Pone subito, sempre, una questione di libertà, di originaria e originante libertà; ogni erba che produce seme e che viene pronunciata, quando viene conosciuta; ogni albero che porta frutto, che produce seme, quando la pianta, il frutto, il seme vengono pronunciati, quando vengono conosciuti.
Così come è stato dal principio, per l’uso di scegliere, di cercare fra gli alberi fioriti della senescenza e della conoscenza. Senza seduzioni, senza esitazioni; senza veramente bisogno – quale bisogno c’era in fondo – di dire: “soggiogate la terra e dominate sui pesci del mare e sugli uccelli del cielo e su ogni essere che striscia sulla terra”.

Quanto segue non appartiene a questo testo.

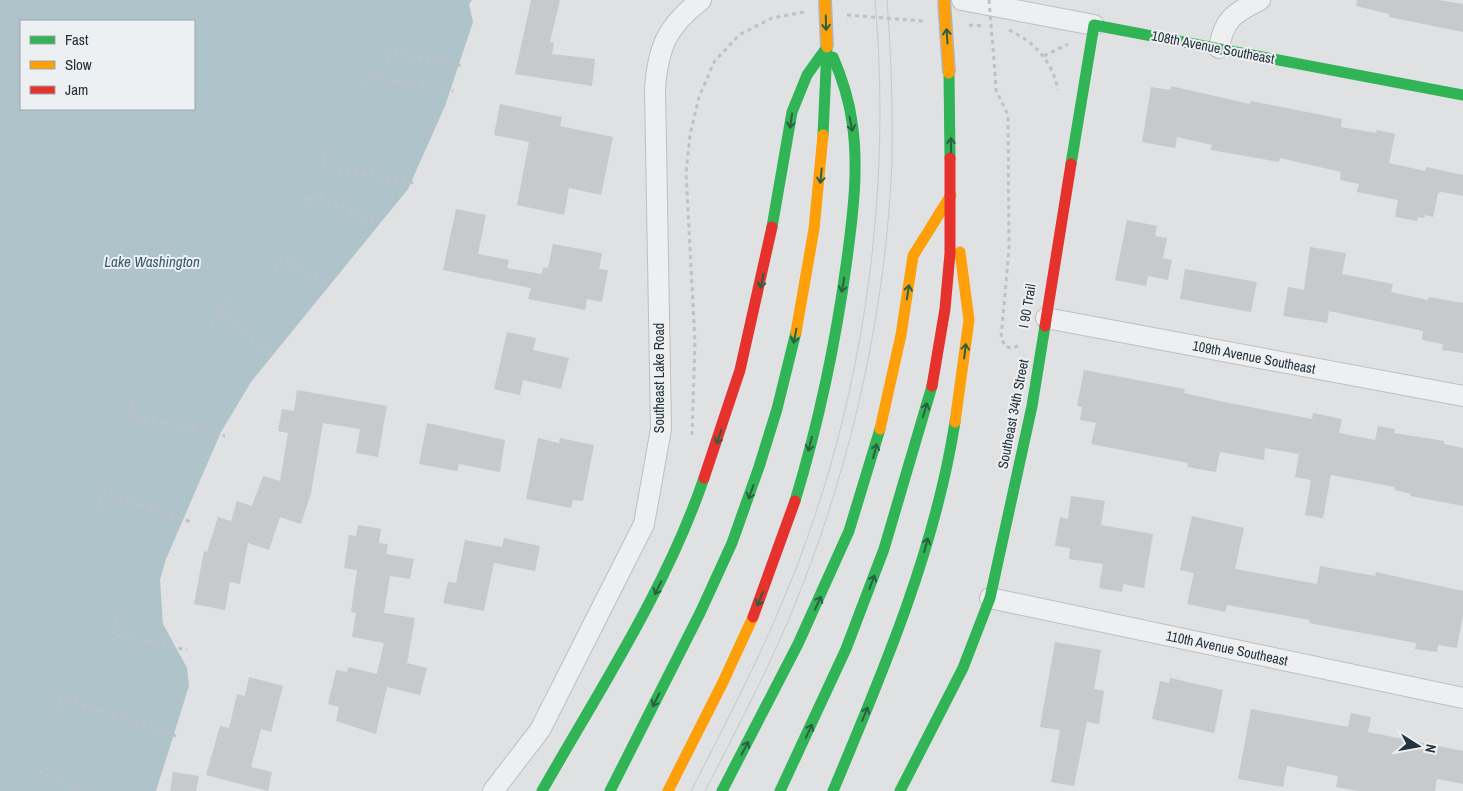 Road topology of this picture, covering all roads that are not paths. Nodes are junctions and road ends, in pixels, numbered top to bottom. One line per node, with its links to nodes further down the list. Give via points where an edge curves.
1 (701, 0): 17 (street, Southeast Lake Road, via 686,11 670,31 656,64 661,429 644,524 540,730)
2 (825, 0): 8 (main road, one-way to 8, bridge)
3 (944, 0): 11 (main road, one-way to 3, bridge)
4 (962, 0): 6 (street, 108th Avenue Southeast)
5 (1260, 0): 9 (street, via 1233,14 1222,34)
6 (997, 2): 7 (street, 108th Avenue Southeast)
7 (1094, 25): 9 (main road, 108th Avenue Southeast); 12 (main road, Southeast 34th Street)
8 (827, 47): 16 (main road, one-way to 16, via 817,215 786,378 764,455 713,588); 18 (main road, one-way to 18, via 807,75 792,112 770,243 740,370 699,492 652,599); 19 (main road, one-way to 19, via 842,76 855,140 845,277 822,396 799,484 761,596 720,689)
9 (1219, 48): 10 (main road, 108th Avenue Southeast)
10 (1463, 95)
11 (951, 194): 20 (main road, one-way to 11, via 798,644 849,530 883,419 913,256); 21 (main road, one-way to 11, via 846,649 884,548 931,392 945,309); 22 (main road, one-way to 11, via 902,620 925,550 957,412 970,313)
12 (1046, 318): 13 (street, 109th Avenue Southeast); 14 (main road, Southeast 34th Street, via 1032,406)
13 (1463, 396)
14 (990, 598): 15 (street, 110th Avenue Southeast); 23 (main road, Southeast 34th Street, via 963,668)
15 (1463, 698)
16 (612, 788)
17 (494, 791)
18 (542, 791)
19 (668, 791)
20 (722, 791)
21 (780, 791)
22 (833, 791)
23 (900, 791)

Meglio, molto meglio scavalcare il muro, in quell’istante e aprire una fuga di strade; senza voltare, senza parlare; così, velocemente, come il figlio s’allontana dal padre, per bisogno di essere. Per bisogno di vedere con gli occhi il fiume scorrere nell’oasi, nel giardino persiano, per irrigare e subito dividersi in quattro corsi.

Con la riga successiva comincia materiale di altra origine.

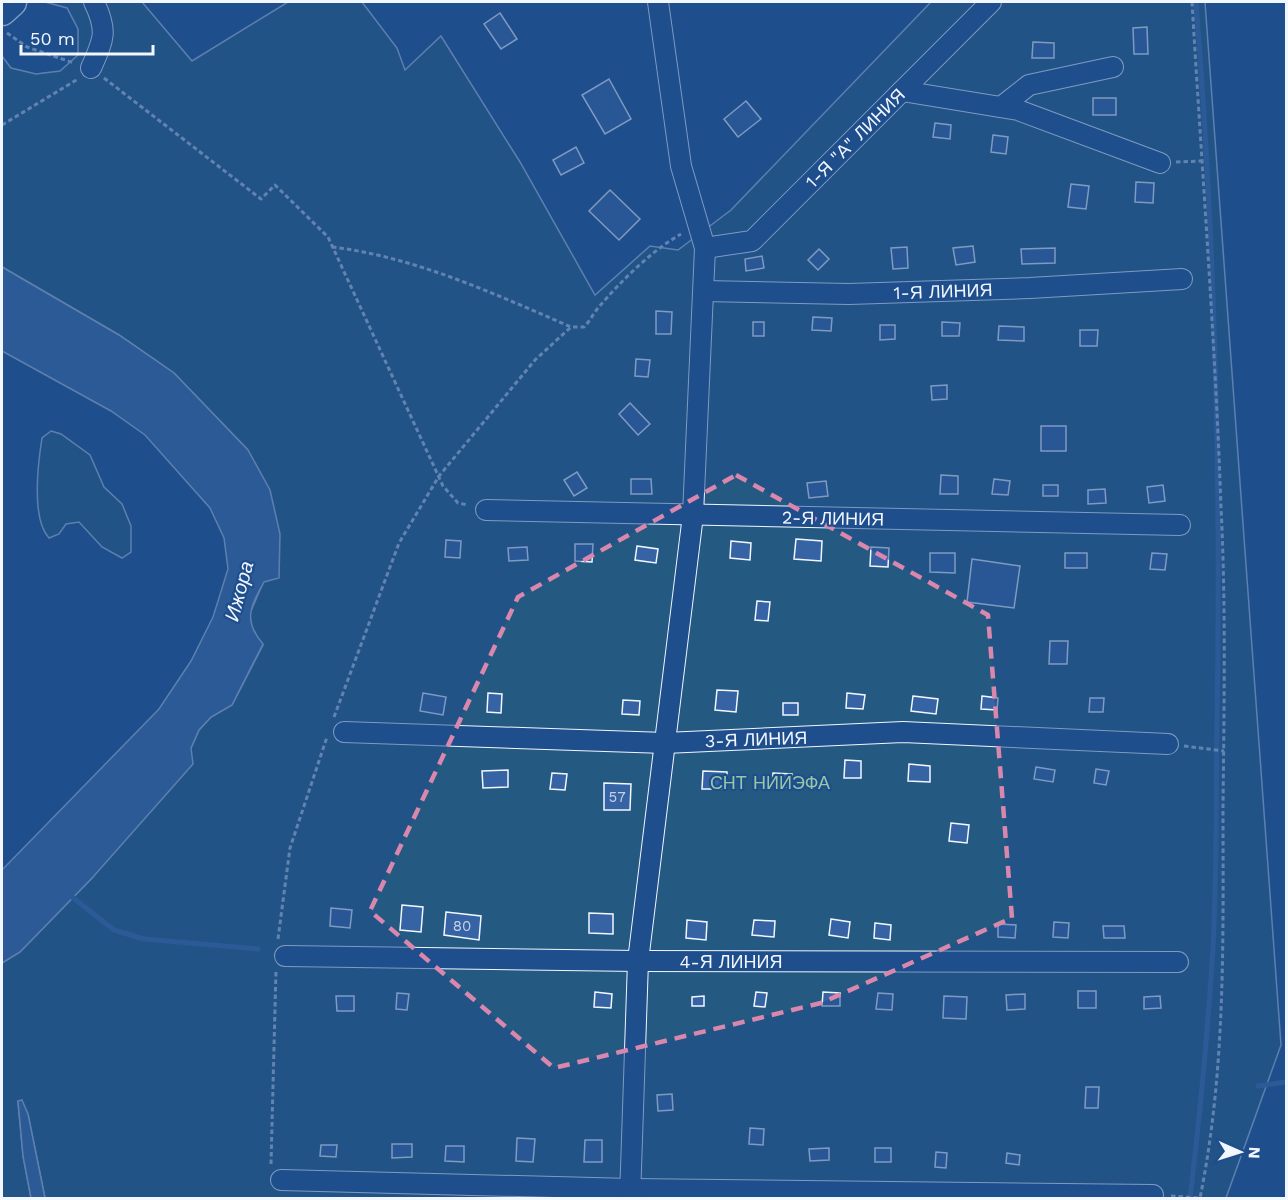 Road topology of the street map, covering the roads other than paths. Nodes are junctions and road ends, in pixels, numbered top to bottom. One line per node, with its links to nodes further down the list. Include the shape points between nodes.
1 (12, 2): 5 (highway)
2 (94, 2): 7 (street, via 105,30)
3 (658, 2): 11 (street, via 681,166)
4 (991, 2): 8 (street, 1-Я "А" ЛИНИЯ)
5 (2, 20)
6 (1113, 67): 9 (street, via 1029,85)
7 (90, 68)
8 (902, 91): 9 (street); 11 (street, 1-Я "А" ЛИНИЯ, via 752,241)
9 (1001, 107): 10 (street)
10 (1160, 163)
11 (705, 248): 13 (street)
12 (1182, 279): 13 (street, 1-Я ЛИНИЯ, via 849,294)
13 (704, 291): 15 (street)
14 (486, 510): 15 (street, 2-Я ЛИНИЯ)
15 (693, 515): 16 (street, 2-Я ЛИНИЯ); 18 (street)
16 (1180, 525)
17 (344, 732): 18 (street, 3-Я ЛИНИЯ)
18 (665, 743): 19 (street, 3-Я ЛИНИЯ, via 903,732); 21 (street)
19 (1168, 744)
20 (285, 956): 21 (street, 4-Я ЛИНИЯ)
21 (638, 961): 22 (street, 4-Я ЛИНИЯ); 24 (street)
22 (1178, 962)
23 (281, 1180): 24 (street)
24 (631, 1194): 25 (street)
25 (1154, 1194)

Il primo fiume circonda la città di Avìla, dove c’è l’oro fino, la resina odorosa e la pietra d’onice; il secondo fiume, che scorre più lontano, nel paese d’Etiopia; e ancora, oltre il fiume Tigri ad oriente di Assur e infine l’Eufrate, che brilla nel sole e scorre più lontano, più rumoroso; non si può pensare al ritorno.
Ora, il giardino è piccolo, dopo aver visto Avila, l’Etiopia, Assur e l’Eufrate; piccolo, come piccola e povera, alla fine, può sembrare un’Itaca. Per questo, nonostante Cartagine e Orange; nonostante Trento, ancora oggi, si può dire di vivere.